3.Beoordeling van het hoger beroep

Het hoger beroep is tijdig ingesteld.
De raadsman heeft de ontvankelijkheid van appellant in zijn verzoek en de toewijzing daarvan bepleit.
De advocaat-generaal heeft geconcludeerd tot ontvankelijkheid van appellant in zijn verzoek en toewijzing daarvan.
Het hof overweegt daaromtrent als volgt.
De rechtbank heeft geoordeeld dat het onderhavige verzoekschrift niet tijdig was ingediend omdat appellant ten tijde van het onherroepelijk worden van het vonnis in voornoemde strafzaak geen vaste woon- of verblijfplaats had en niet was ingeschreven bij de gemeentelijke basisadministratie, om welke reden het voor zijn rekening en risico komt dat de mededeling van de intrekking van het hoger beroep door de officier van justitie hem niet heeft bereikt. Naar het oordeel van de rechtbank deed daaraan niet af dat een dergelijke mededeling niet was verzonden, omdat die mededeling appellant – kort gezegd – bij gebreke van een bekend adres toch niet bereikt zou hebben. De rechtbank kwam voorts tot het oordeel dat geen sprake was van een verschoonbare termijnoverschrijding, nu appellant er zelf niet voor had zorggedragen bereikbaar te zijn voor de instanties.

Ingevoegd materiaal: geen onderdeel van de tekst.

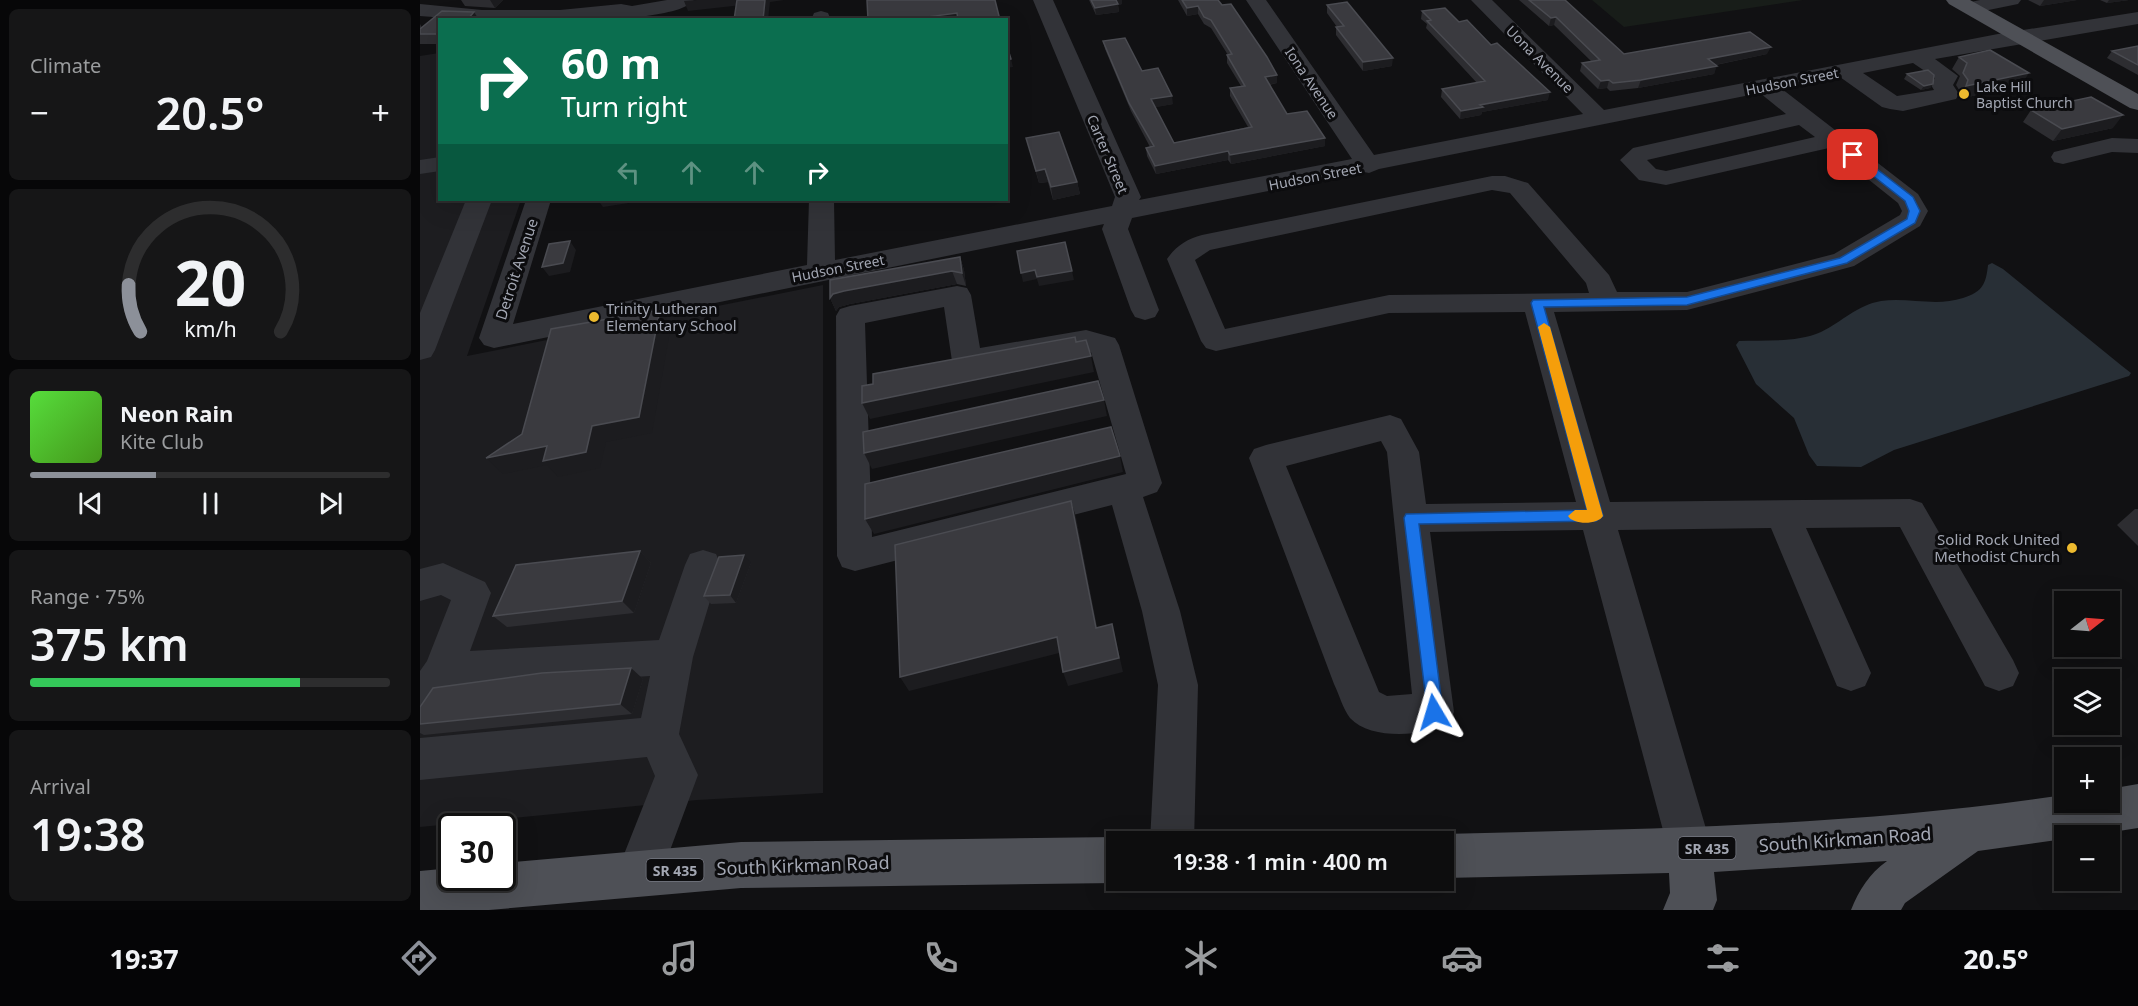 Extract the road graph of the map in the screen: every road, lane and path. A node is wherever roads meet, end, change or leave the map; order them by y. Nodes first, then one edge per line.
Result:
1 (436, 0) edge
2 (578, 0) edge
3 (684, 0) edge
4 (1043, 0) edge
5 (1256, 0) edge
6 (1481, 0) edge
7 (2018, 3) edge
8 (1963, 4) edge
9 (420, 10) edge
10 (559, 18) edge
11 (2138, 18) edge
12 (2021, 37) junction
13 (1917, 56) junction
14 (1844, 70) junction
15 (1764, 86) junction
16 (2138, 103) edge
17 (1803, 117) junction
18 (1599, 118) junction
19 (1834, 141) junction
20 (2138, 146) edge
21 (2062, 157) dead end
22 (1369, 166) junction
23 (479, 201) edge
24 (538, 201) edge
25 (821, 201) edge
26 (1123, 213) junction
27 (820, 271) junction
28 (1606, 302) junction
29 (1537, 303) junction
30 (1144, 310) dead end
31 (494, 338) joint
32 (420, 350) edge
33 (1128, 426) junction
34 (886, 430) edge
35 (1094, 434) edge
36 (852, 438) junction
37 (887, 481) edge
38 (853, 489) junction
39 (1124, 489) junction
40 (1782, 514) junction
41 (1596, 516) junction
42 (1411, 518) junction
43 (703, 565) dead end
44 (420, 585) edge
45 (673, 657) junction
46 (443, 671) junction
47 (1851, 673) dead end
48 (1999, 673) dead end
49 (420, 704) edge
50 (658, 736) junction
51 (420, 759) edge
52 (2138, 806) edge
53 (1971, 830) junction
54 (1172, 831) edge
55 (1690, 849) junction
56 (1454, 856) edge
57 (1106, 860) edge
58 (640, 872) junction
59 (420, 894) edge
60 (1686, 910) edge
61 (1874, 910) edge

1 - 9 street
2 - 10 street
3 - 10 street
4 - 26 street, Carter Street
5 - 22 street, Iona Avenue
6 - 18 street, Uona Avenue
7 - 8 street
8 - 12 main road
9 - 10 street
11 - 12 street, Hudson Street
12 - 13 street, Hudson Street
12 - 16 main road
13 - 14 street, Hudson Street
13 - 14 street
14 - 15 street, Hudson Street
15 - 17 street
15 - 18 street, Hudson Street
17 - 19 street
17 - 19 street
18 - 22 street, Hudson Street
19 - 28 street
20 - 21 street
22 - 26 street, Hudson Street
23 - 32 street
24 - 31 street, Detroit Avenue
25 - 27 street
26 - 27 street, Hudson Street
26 - 30 street, Carter Street
27 - 31 street, Hudson Street
28 - 29 street
28 - 29 street
29 - 41 street
33 - 35 street
33 - 36 street
33 - 39 street
34 - 36 street
36 - 38 street
37 - 38 street
38 - 39 street
39 - 54 street
40 - 41 street
40 - 47 street
40 - 48 street
41 - 42 street
41 - 55 street
42 - 42 street
43 - 45 street
44 - 46 street
45 - 46 street
45 - 50 street
46 - 49 street
50 - 51 street
50 - 58 street
52 - 53 main road, South Kirkman Road / SR 435
53 - 55 main road, South Kirkman Road / SR 435
53 - 61 main road
55 - 56 main road, South Kirkman Road / SR 435
55 - 60 main road
57 - 58 main road, South Kirkman Road / SR 435
58 - 59 main road, South Kirkman Road / SR 435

Het hof stelt vast dat uit het dossier onder meer het volgende kan worden afgeleid.
Appellant is bij vonnis van 11 januari 2011 in de strafzaak met parketnummer 14-810442-10 vrijgesproken. Tegen dit vonnis is door het openbaar ministerie hoger beroep ingesteld, welk hoger beroep op 11 februari 2011 is ingetrokken. Het dossier bevat geen stuk waaruit blijkt dat een mededeling van deze intrekking is verzonden aan appellant, noch dat een afschrift daarvan is verstrekt aan zijn raadsman. Uit een in hoger beroep in het dossier gevoegd document ‘Informatiestaat SKDB-persoon’ blijkt voorts dat appellant in de periode van 26 januari 2011 tot 21 november 2011 in de Basis Registratie Personen was ingeschreven op het adres [adres 2]. Op 22 april 2015 is het verzoekschrift van appellant op de griffie van de rechtbank Noord-Holland, locatie Alkmaar ingekomen.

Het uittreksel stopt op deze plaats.